▸ WHAT YOU WILL DO
Nothing but an exact reproduction of the records, pictures excluded, should be returned.
------------------------------------------------------------
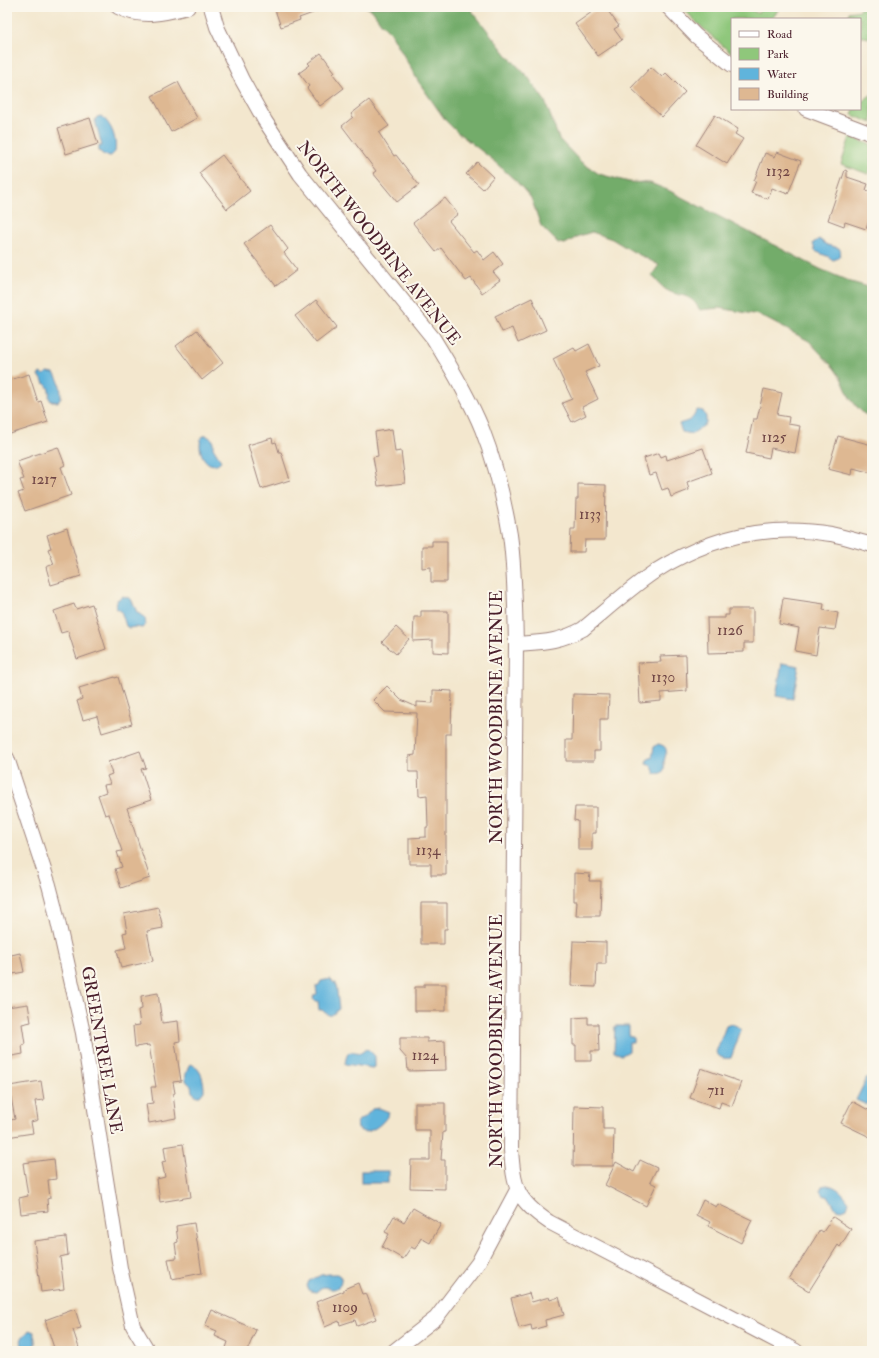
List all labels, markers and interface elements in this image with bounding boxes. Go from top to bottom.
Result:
legend [731,18,861,110]
text: Road [767,27,792,42]
text: Park [767,47,789,62]
text: Water [766,67,797,82]
text: Building [767,87,810,102]
street label: NORTH WOODBINE AVENUE [293,137,465,349]
house number: 1132 [766,162,790,181]
house number: 1125 [762,428,787,447]
house number: 1217 [31,470,57,489]
house number: 1133 [579,505,601,524]
street label: NORTH WOODBINE AVENUE [486,590,507,844]
house number: 1126 [717,621,744,640]
house number: 1130 [651,668,675,687]
house number: 1134 [416,841,441,860]
street label: NORTH WOODBINE AVENUE [486,914,507,1168]
street label: GREENTREE LANE [77,964,127,1136]
house number: 1124 [412,1046,439,1065]
house number: 711 [707,1081,725,1100]
house number: 1109 [332,1298,358,1317]

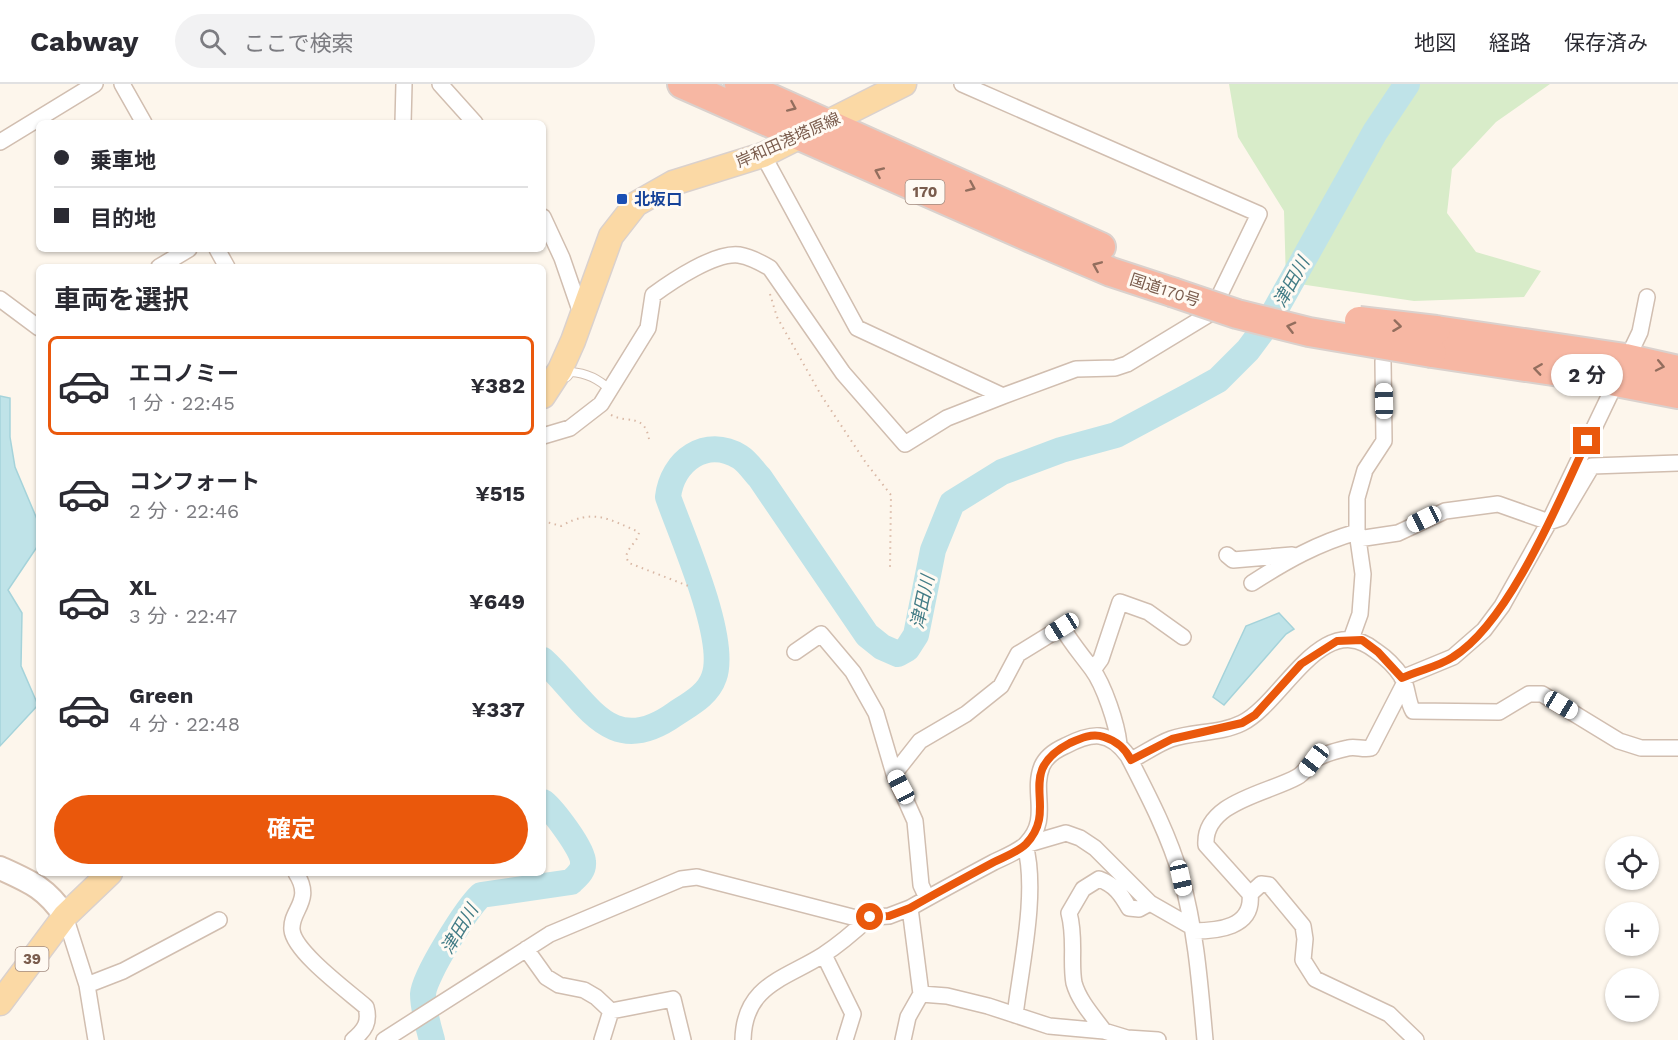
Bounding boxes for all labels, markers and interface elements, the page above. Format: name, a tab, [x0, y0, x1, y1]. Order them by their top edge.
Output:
search box	[175, 14, 595, 68]
text: Cabway	[30, 25, 139, 58]
icon: search	[196, 25, 229, 58]
text: 地図	[1414, 30, 1456, 55]
text: 経路	[1489, 30, 1531, 55]
text: 保存済み	[1564, 30, 1648, 55]
text: ここで検索	[244, 31, 354, 56]
one-way arrow	[786, 100, 797, 112]
street label: 岸和田港塔原線	[733, 109, 843, 171]
text: 乗車地	[90, 148, 156, 173]
one-way arrow	[875, 167, 886, 179]
road number: 170	[906, 180, 944, 204]
one-way arrow	[964, 180, 975, 192]
place label: 北坂口	[634, 190, 682, 209]
marker: 北坂口	[615, 192, 629, 206]
text: 目的地	[90, 206, 156, 231]
water label: 津田川	[1269, 252, 1314, 311]
one-way arrow	[1092, 261, 1103, 273]
street label: 国道170号	[1127, 270, 1203, 310]
text: 車両を選択	[54, 284, 189, 316]
one-way arrow	[1392, 319, 1401, 332]
one-way arrow	[1287, 322, 1297, 335]
callout: 2 分	[1551, 354, 1623, 396]
icon: car	[57, 359, 111, 413]
one-way arrow	[1654, 359, 1664, 372]
text: エコノミー	[129, 361, 239, 386]
one-way arrow	[1533, 363, 1542, 375]
text: 2 分	[1568, 363, 1606, 387]
text: ¥382	[470, 373, 525, 398]
car	[1375, 383, 1393, 419]
text: 1 分 · 22:45	[129, 391, 235, 415]
route end	[1573, 427, 1600, 454]
icon: car	[57, 467, 111, 521]
text: コンフォート	[129, 469, 260, 494]
text: ¥515	[475, 481, 525, 506]
text: 2 分 · 22:46	[129, 499, 239, 523]
car	[1404, 503, 1444, 535]
water label: 津田川	[906, 571, 938, 631]
icon: car	[57, 575, 111, 629]
text: XL	[129, 575, 157, 600]
text: ¥649	[469, 589, 525, 614]
text: 3 分 · 22:47	[129, 604, 237, 628]
car	[1042, 610, 1082, 644]
icon: car	[57, 683, 111, 737]
text: Green	[129, 683, 193, 708]
car	[1541, 688, 1581, 722]
text: ¥337	[471, 697, 525, 722]
text: 4 分 · 22:48	[129, 712, 240, 736]
car	[1296, 740, 1332, 780]
car	[885, 767, 917, 807]
button: 確定	[54, 795, 528, 864]
map controls	[1605, 836, 1659, 1022]
button: locate	[1605, 836, 1659, 890]
car	[1168, 858, 1194, 898]
water label: 津田川	[436, 899, 483, 958]
button: +	[1605, 902, 1659, 956]
route start	[856, 903, 883, 930]
road number: 39	[15, 947, 48, 971]
button: −	[1605, 968, 1659, 1022]

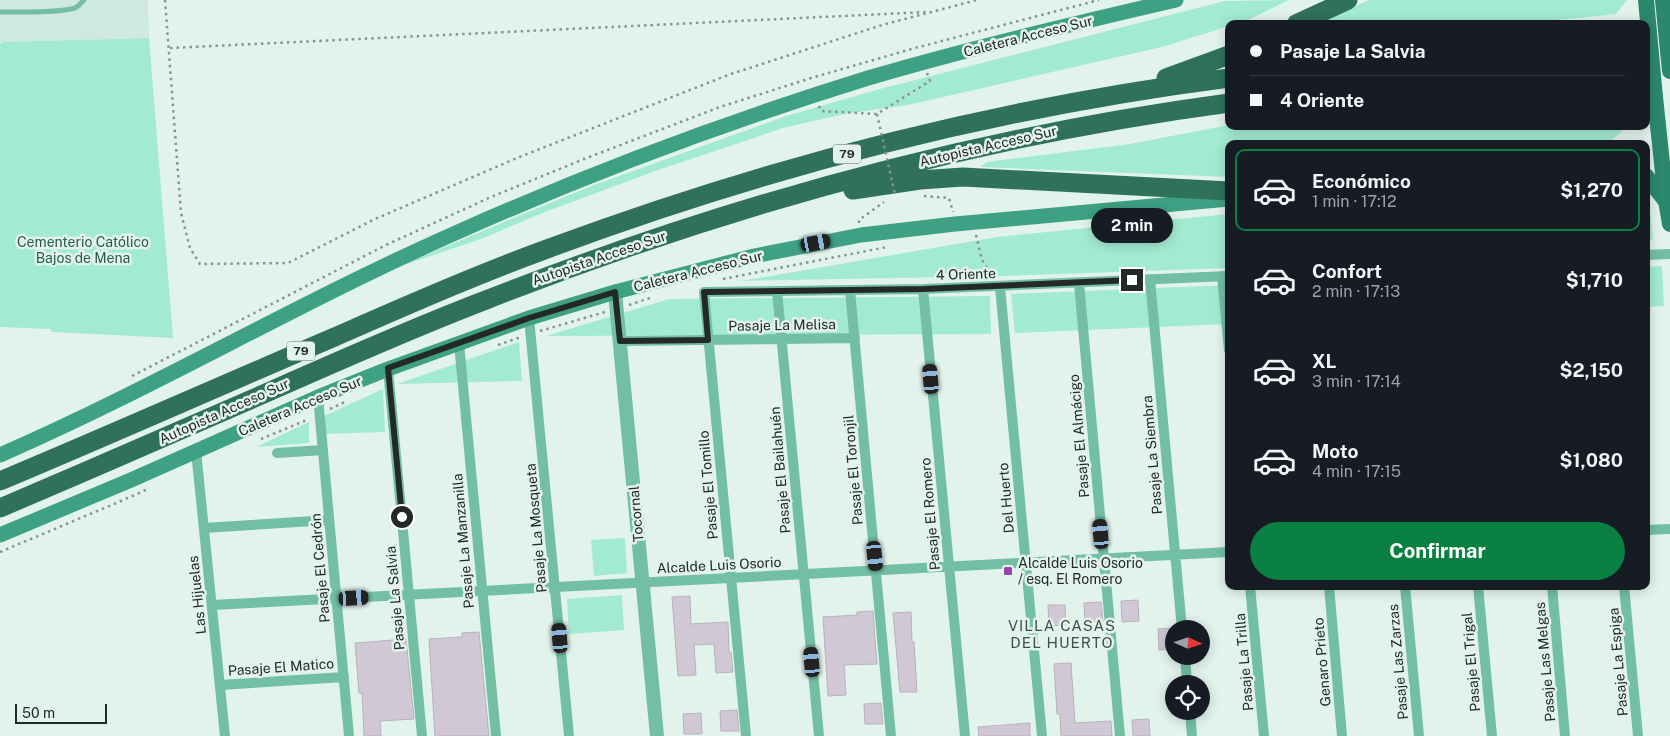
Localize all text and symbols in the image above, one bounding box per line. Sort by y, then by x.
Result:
street label: Caletera Acceso Sur [962,12,1094,60]
text: Pasaje La Salvia [1280,40,1425,62]
text: 4 Oriente [1280,89,1364,111]
street label: Autopista Acceso Sur [918,122,1058,170]
road number: 79 [833,144,861,164]
icon: car [1252,168,1297,213]
text: Económico [1312,170,1411,192]
text: $1,270 [1560,179,1623,201]
text: 1 min · 17:12 [1312,192,1397,211]
callout: 2 min [1091,208,1173,242]
text: 2 min [1111,216,1153,235]
street label: Autopista Acceso Sur [530,228,668,288]
car [799,233,832,253]
park label: Cementerio Católico Bajos de Mena [17,234,149,266]
street label: Caletera Acceso Sur [632,247,764,295]
icon: car [1252,258,1297,303]
text: Confort [1312,260,1382,282]
street label: 4 Oriente [936,265,996,283]
route end [1121,269,1143,291]
text: $1,710 [1566,269,1623,291]
text: 2 min · 17:13 [1312,282,1400,301]
street label: Pasaje La Melisa [728,316,836,334]
road number: 79 [287,342,315,361]
icon: car [1252,348,1297,393]
text: XL [1312,350,1337,372]
text: $2,150 [1560,359,1623,381]
car [922,363,939,395]
text: 3 min · 17:14 [1312,372,1401,391]
street label: Caletera Acceso Sur [236,373,364,439]
street label: Pasaje El Almácigo [1066,374,1092,498]
street label: Autopista Acceso Sur [157,375,291,447]
street label: Pasaje La Siembra [1139,395,1165,515]
street label: Pasaje El Bailahuén [766,406,794,534]
street label: Pasaje El Toronjil [840,414,866,526]
street label: Pasaje El Tomillo [695,430,721,540]
icon: car [1252,438,1297,483]
text: Moto [1312,440,1358,462]
text: $1,080 [1560,449,1623,471]
street label: Pasaje El Romero [917,457,943,571]
street label: Del Huerto [995,462,1017,534]
text: 4 min · 17:15 [1312,462,1401,481]
street label: Pasaje La Mosqueta [522,463,550,593]
street label: Pasaje La Manzanilla [449,473,477,609]
street label: Tocornal [626,485,646,543]
route start [391,506,413,528]
street label: Pasaje El Cedrón [307,513,333,623]
car [1092,518,1109,550]
button: Confirmar [1250,522,1625,580]
car [865,540,884,572]
street label: Pasaje La Salvia [382,545,408,651]
street label: Alcalde Luis Osorio [656,554,782,576]
street label: Las Hijuelas [185,555,209,635]
place label: Alcalde Luis Osorio / esq. El Romero [1018,555,1143,587]
marker: Alcalde Luis Osorio / esq. El Romero [1002,565,1014,577]
car [338,590,369,606]
street label: Pasaje Las Melgas [1532,601,1558,723]
street label: Pasaje Las Zarzas [1385,604,1411,720]
street label: Pasaje La Espiga [1605,607,1631,717]
street label: Pasaje La Trilla [1232,612,1256,712]
street label: Pasaje El Trigal [1459,612,1483,712]
district label: VILLA CASAS DEL HUERTO [1008,617,1116,651]
street label: Genaro Prieto [1310,617,1334,707]
north arrow [1165,620,1210,665]
map controls [1165,620,1210,720]
car [551,622,568,654]
car [803,646,820,678]
street label: Pasaje El Matico [227,655,335,679]
button: locate [1165,675,1210,720]
scale bar [15,701,108,724]
text: 50 m [22,705,55,721]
------------------------------------------------------------
▸ FINAL ANSWER
List all labels, markers and interface elements in this image with bounding boxes. Go from top to bottom.
Result:
legend [731,18,861,110]
text: Road [767,27,792,42]
text: Park [767,47,789,62]
text: Water [766,67,797,82]
text: Building [767,87,810,102]
street label: NORTH WOODBINE AVENUE [293,137,465,349]
house number: 1132 [766,162,790,181]
house number: 1125 [762,428,787,447]
house number: 1217 [31,470,57,489]
house number: 1133 [579,505,601,524]
street label: NORTH WOODBINE AVENUE [486,590,507,844]
house number: 1126 [717,621,744,640]
house number: 1130 [651,668,675,687]
house number: 1134 [416,841,441,860]
street label: NORTH WOODBINE AVENUE [486,914,507,1168]
street label: GREENTREE LANE [77,964,127,1136]
house number: 1124 [412,1046,439,1065]
house number: 711 [707,1081,725,1100]
house number: 1109 [332,1298,358,1317]

Bounding boxes for all labels, markers and interface elements, the page above. Format: name, a tab, [x0, y0, x1, y1]. Order them by their top edge.
Output:
search box	[175, 14, 595, 68]
text: Cabway	[30, 25, 139, 58]
icon: search	[196, 25, 229, 58]
text: 地図	[1414, 30, 1456, 55]
text: 経路	[1489, 30, 1531, 55]
text: 保存済み	[1564, 30, 1648, 55]
text: ここで検索	[244, 31, 354, 56]
one-way arrow	[786, 100, 797, 112]
street label: 岸和田港塔原線	[733, 109, 843, 171]
text: 乗車地	[90, 148, 156, 173]
one-way arrow	[875, 167, 886, 179]
road number: 170	[906, 180, 944, 204]
one-way arrow	[964, 180, 975, 192]
place label: 北坂口	[634, 190, 682, 209]
marker: 北坂口	[615, 192, 629, 206]
text: 目的地	[90, 206, 156, 231]
water label: 津田川	[1269, 252, 1314, 311]
one-way arrow	[1092, 261, 1103, 273]
street label: 国道170号	[1127, 270, 1203, 310]
text: 車両を選択	[54, 284, 189, 316]
one-way arrow	[1392, 319, 1401, 332]
one-way arrow	[1287, 322, 1297, 335]
callout: 2 分	[1551, 354, 1623, 396]
icon: car	[57, 359, 111, 413]
one-way arrow	[1654, 359, 1664, 372]
text: エコノミー	[129, 361, 239, 386]
one-way arrow	[1533, 363, 1542, 375]
text: 2 分	[1568, 363, 1606, 387]
text: ¥382	[470, 373, 525, 398]
car	[1375, 383, 1393, 419]
text: 1 分 · 22:45	[129, 391, 235, 415]
route end	[1573, 427, 1600, 454]
icon: car	[57, 467, 111, 521]
text: コンフォート	[129, 469, 260, 494]
text: ¥515	[475, 481, 525, 506]
text: 2 分 · 22:46	[129, 499, 239, 523]
car	[1404, 503, 1444, 535]
water label: 津田川	[906, 571, 938, 631]
icon: car	[57, 575, 111, 629]
text: XL	[129, 575, 157, 600]
text: ¥649	[469, 589, 525, 614]
text: 3 分 · 22:47	[129, 604, 237, 628]
car	[1042, 610, 1082, 644]
icon: car	[57, 683, 111, 737]
text: Green	[129, 683, 193, 708]
car	[1541, 688, 1581, 722]
text: ¥337	[471, 697, 525, 722]
text: 4 分 · 22:48	[129, 712, 240, 736]
car	[1296, 740, 1332, 780]
car	[885, 767, 917, 807]
button: 確定	[54, 795, 528, 864]
map controls	[1605, 836, 1659, 1022]
button: locate	[1605, 836, 1659, 890]
car	[1168, 858, 1194, 898]
water label: 津田川	[436, 899, 483, 958]
button: +	[1605, 902, 1659, 956]
route start	[856, 903, 883, 930]
road number: 39	[15, 947, 48, 971]
button: −	[1605, 968, 1659, 1022]

Localize all text and symbols in the image above, one bounding box per line. Sort by y, then by x.
Result:
street label: Caletera Acceso Sur [962,12,1094,60]
text: Pasaje La Salvia [1280,40,1425,62]
text: 4 Oriente [1280,89,1364,111]
street label: Autopista Acceso Sur [918,122,1058,170]
road number: 79 [833,144,861,164]
icon: car [1252,168,1297,213]
text: Económico [1312,170,1411,192]
text: $1,270 [1560,179,1623,201]
text: 1 min · 17:12 [1312,192,1397,211]
callout: 2 min [1091,208,1173,242]
text: 2 min [1111,216,1153,235]
street label: Autopista Acceso Sur [530,228,668,288]
car [799,233,832,253]
park label: Cementerio Católico Bajos de Mena [17,234,149,266]
street label: Caletera Acceso Sur [632,247,764,295]
icon: car [1252,258,1297,303]
text: Confort [1312,260,1382,282]
street label: 4 Oriente [936,265,996,283]
route end [1121,269,1143,291]
text: $1,710 [1566,269,1623,291]
text: 2 min · 17:13 [1312,282,1400,301]
street label: Pasaje La Melisa [728,316,836,334]
road number: 79 [287,342,315,361]
icon: car [1252,348,1297,393]
text: XL [1312,350,1337,372]
text: $2,150 [1560,359,1623,381]
car [922,363,939,395]
text: 3 min · 17:14 [1312,372,1401,391]
street label: Caletera Acceso Sur [236,373,364,439]
street label: Pasaje El Almácigo [1066,374,1092,498]
street label: Autopista Acceso Sur [157,375,291,447]
street label: Pasaje La Siembra [1139,395,1165,515]
street label: Pasaje El Bailahuén [766,406,794,534]
street label: Pasaje El Toronjil [840,414,866,526]
street label: Pasaje El Tomillo [695,430,721,540]
icon: car [1252,438,1297,483]
text: Moto [1312,440,1358,462]
text: $1,080 [1560,449,1623,471]
street label: Pasaje El Romero [917,457,943,571]
street label: Del Huerto [995,462,1017,534]
text: 4 min · 17:15 [1312,462,1401,481]
street label: Pasaje La Mosqueta [522,463,550,593]
street label: Pasaje La Manzanilla [449,473,477,609]
street label: Tocornal [626,485,646,543]
route start [391,506,413,528]
street label: Pasaje El Cedrón [307,513,333,623]
car [1092,518,1109,550]
button: Confirmar [1250,522,1625,580]
car [865,540,884,572]
street label: Pasaje La Salvia [382,545,408,651]
street label: Alcalde Luis Osorio [656,554,782,576]
street label: Las Hijuelas [185,555,209,635]
place label: Alcalde Luis Osorio / esq. El Romero [1018,555,1143,587]
marker: Alcalde Luis Osorio / esq. El Romero [1002,565,1014,577]
car [338,590,369,606]
street label: Pasaje Las Melgas [1532,601,1558,723]
street label: Pasaje Las Zarzas [1385,604,1411,720]
street label: Pasaje La Espiga [1605,607,1631,717]
street label: Pasaje La Trilla [1232,612,1256,712]
street label: Pasaje El Trigal [1459,612,1483,712]
district label: VILLA CASAS DEL HUERTO [1008,617,1116,651]
street label: Genaro Prieto [1310,617,1334,707]
north arrow [1165,620,1210,665]
map controls [1165,620,1210,720]
car [551,622,568,654]
car [803,646,820,678]
street label: Pasaje El Matico [227,655,335,679]
button: locate [1165,675,1210,720]
scale bar [15,701,108,724]
text: 50 m [22,705,55,721]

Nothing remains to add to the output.